= Beginning of Section =

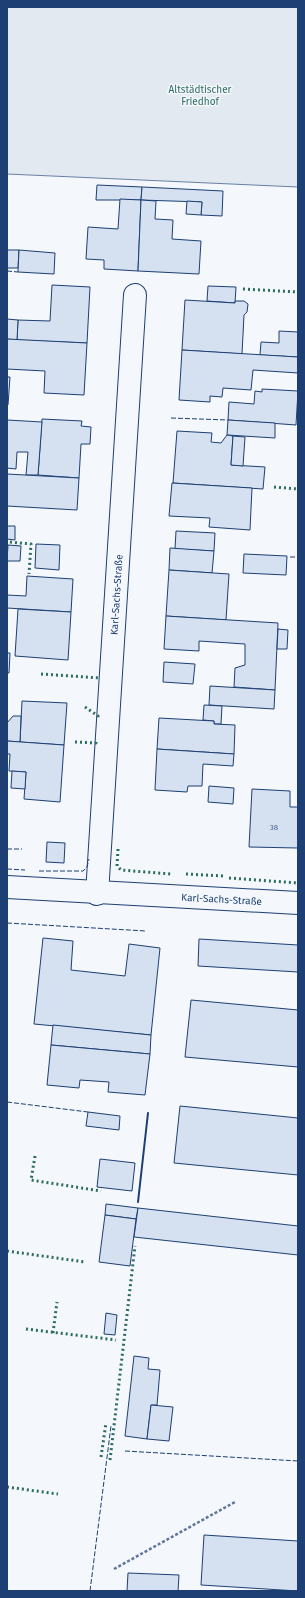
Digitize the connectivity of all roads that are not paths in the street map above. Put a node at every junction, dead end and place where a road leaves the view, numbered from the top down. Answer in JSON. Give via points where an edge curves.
{"nodes":[{"id":1,"x":135,"y":295,"type":"dead end"},
{"id":2,"x":7,"y":888,"type":"edge"},
{"id":3,"x":97,"y":894,"type":"junction"},
{"id":4,"x":298,"y":903,"type":"edge"}],
"edges":[{"from":1,"to":3,"type":"street","name":"Karl-Sachs-Straße"},
{"from":2,"to":3,"type":"street","name":"Karl-Sachs-Straße"},
{"from":3,"to":4,"type":"street","name":"Karl-Sachs-Straße"}]}
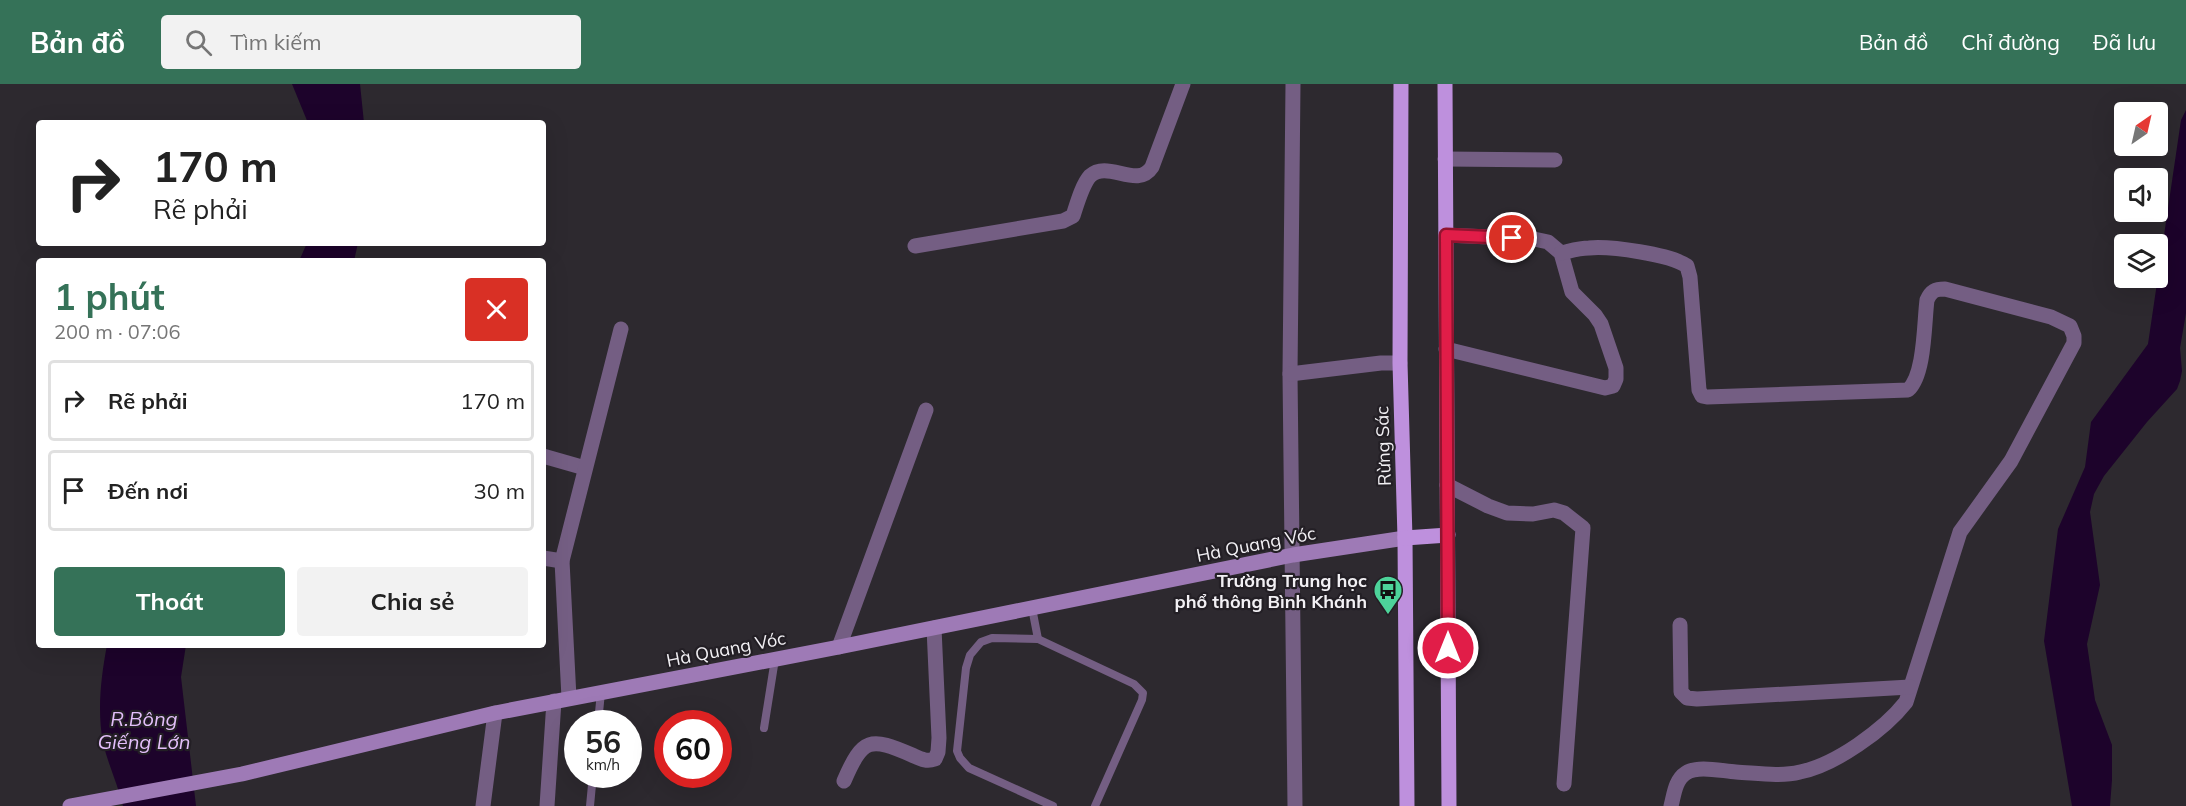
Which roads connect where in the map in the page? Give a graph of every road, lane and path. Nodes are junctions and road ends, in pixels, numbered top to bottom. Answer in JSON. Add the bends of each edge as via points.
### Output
{"nodes":[{"id":1,"x":1183,"y":84,"type":"edge"},
{"id":2,"x":1293,"y":84,"type":"edge"},
{"id":3,"x":1401,"y":84,"type":"edge"},
{"id":4,"x":1445,"y":84,"type":"edge"},
{"id":5,"x":1445,"y":159,"type":"junction"},
{"id":6,"x":1555,"y":160,"type":"dead end"},
{"id":7,"x":1446,"y":235,"type":"junction"},
{"id":8,"x":915,"y":246,"type":"dead end"},
{"id":9,"x":1561,"y":253,"type":"junction"},
{"id":10,"x":621,"y":329,"type":"dead end"},
{"id":11,"x":1446,"y":349,"type":"junction"},
{"id":12,"x":1400,"y":363,"type":"junction"},
{"id":13,"x":1290,"y":374,"type":"junction"},
{"id":14,"x":926,"y":410,"type":"dead end"},
{"id":15,"x":546,"y":457,"type":"edge"},
{"id":16,"x":585,"y":468,"type":"junction"},
{"id":17,"x":1447,"y":485,"type":"junction"},
{"id":18,"x":1448,"y":535,"type":"junction"},
{"id":19,"x":1398,"y":539,"type":"junction"},
{"id":20,"x":1293,"y":555,"type":"junction"},
{"id":21,"x":546,"y":558,"type":"edge"},
{"id":22,"x":562,"y":561,"type":"junction"},
{"id":23,"x":1032,"y":608,"type":"junction"},
{"id":24,"x":1680,"y":625,"type":"dead end"},
{"id":25,"x":934,"y":628,"type":"junction"},
{"id":26,"x":1038,"y":639,"type":"junction"},
{"id":27,"x":839,"y":647,"type":"junction"},
{"id":28,"x":775,"y":659,"type":"junction"},
{"id":29,"x":1910,"y":687,"type":"junction"},
{"id":30,"x":601,"y":692,"type":"junction"},
{"id":31,"x":562,"y":700,"type":"junction"},
{"id":32,"x":599,"y":710,"type":"edge"},
{"id":33,"x":495,"y":713,"type":"junction"},
{"id":34,"x":764,"y":728,"type":"dead end"},
{"id":35,"x":844,"y":781,"type":"dead end"},
{"id":36,"x":1564,"y":784,"type":"dead end"},
{"id":37,"x":592,"y":788,"type":"edge"},
{"id":38,"x":70,"y":806,"type":"edge"},
{"id":39,"x":483,"y":806,"type":"edge"},
{"id":40,"x":547,"y":806,"type":"edge"},
{"id":41,"x":590,"y":806,"type":"edge"},
{"id":42,"x":1053,"y":806,"type":"edge"},
{"id":43,"x":1095,"y":806,"type":"edge"},
{"id":44,"x":1295,"y":806,"type":"edge"},
{"id":45,"x":1407,"y":806,"type":"edge"},
{"id":46,"x":1449,"y":806,"type":"edge"},
{"id":47,"x":1671,"y":806,"type":"edge"}],
"edges":[{"from":1,"to":8,"type":"street","via":[[1148,173],[1132,176],[1100,170],[1088,178],[1073,216],[1063,221]]},
{"from":2,"to":13,"type":"street"},
{"from":3,"to":12,"type":"main road","name":"Rừng Sác"},
{"from":4,"to":5,"type":"main road"},
{"from":5,"to":6,"type":"street"},
{"from":5,"to":7,"type":"main road"},
{"from":7,"to":9,"type":"street","via":[[1534,239],[1548,242]]},
{"from":7,"to":11,"type":"main road"},
{"from":9,"to":11,"type":"street","via":[[1572,292],[1601,324],[1616,368],[1613,386],[1605,388]]},
{"from":9,"to":29,"type":"street","via":[[1604,248],[1674,259],[1687,266],[1699,390],[1707,397],[1908,390],[1918,371],[1927,300],[1936,289],[2051,316],[2070,326],[2074,343],[2016,453],[1960,532]]},
{"from":10,"to":16,"type":"street"},
{"from":11,"to":17,"type":"main road"},
{"from":12,"to":13,"type":"street"},
{"from":12,"to":19,"type":"main road","name":"Rừng Sác"},
{"from":13,"to":20,"type":"street"},
{"from":14,"to":27,"type":"street"},
{"from":15,"to":16,"type":"street"},
{"from":16,"to":22,"type":"street"},
{"from":17,"to":18,"type":"main road"},
{"from":17,"to":36,"type":"street","via":[[1507,513],[1554,510],[1583,528]]},
{"from":18,"to":19,"type":"main road"},
{"from":18,"to":46,"type":"main road"},
{"from":19,"to":20,"type":"street","name":"Hà Quang Vóc"},
{"from":19,"to":45,"type":"main road","name":"Rừng Sác"},
{"from":20,"to":23,"type":"street","name":"Hà Quang Vóc"},
{"from":20,"to":44,"type":"street"},
{"from":21,"to":22,"type":"street"},
{"from":22,"to":31,"type":"street"},
{"from":23,"to":25,"type":"street","name":"Hà Quang Vóc"},
{"from":23,"to":26,"type":"lane"},
{"from":24,"to":29,"type":"street","via":[[1681,692],[1687,698]]},
{"from":25,"to":27,"type":"street","name":"Hà Quang Vóc"},
{"from":25,"to":35,"type":"street","via":[[939,738],[935,759],[927,761],[889,745],[871,743],[862,747]]},
{"from":26,"to":42,"type":"lane","via":[[992,638],[981,642],[970,655],[957,751],[969,768]]},
{"from":26,"to":43,"type":"lane","via":[[1118,675],[1143,693]]},
{"from":27,"to":28,"type":"street","name":"Hà Quang Vóc"},
{"from":28,"to":30,"type":"street","name":"Hà Quang Vóc"},
{"from":28,"to":34,"type":"lane"},
{"from":29,"to":47,"type":"street","via":[[1897,713],[1838,758],[1798,773],[1687,772],[1678,780]]},
{"from":30,"to":31,"type":"street","name":"Hà Quang Vóc"},
{"from":30,"to":32,"type":"lane"},
{"from":31,"to":33,"type":"street","name":"Hà Quang Vóc"},
{"from":31,"to":40,"type":"street"},
{"from":33,"to":38,"type":"street","name":"Hà Quang Vóc","via":[[242,774]]},
{"from":33,"to":39,"type":"street"},
{"from":37,"to":41,"type":"lane"}]}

= End of Section =

# [WHAT YOU ARE ASKED TO DO]
Each line holding "Karl" in the records should be copied out.

# [TASK RESPONSE]
"edges":[{"from":1,"to":3,"type":"street","name":"Karl-Sachs-Straße"},
{"from":2,"to":3,"type":"street","name":"Karl-Sachs-Straße"},
{"from":3,"to":4,"type":"street","name":"Karl-Sachs-Straße"}]}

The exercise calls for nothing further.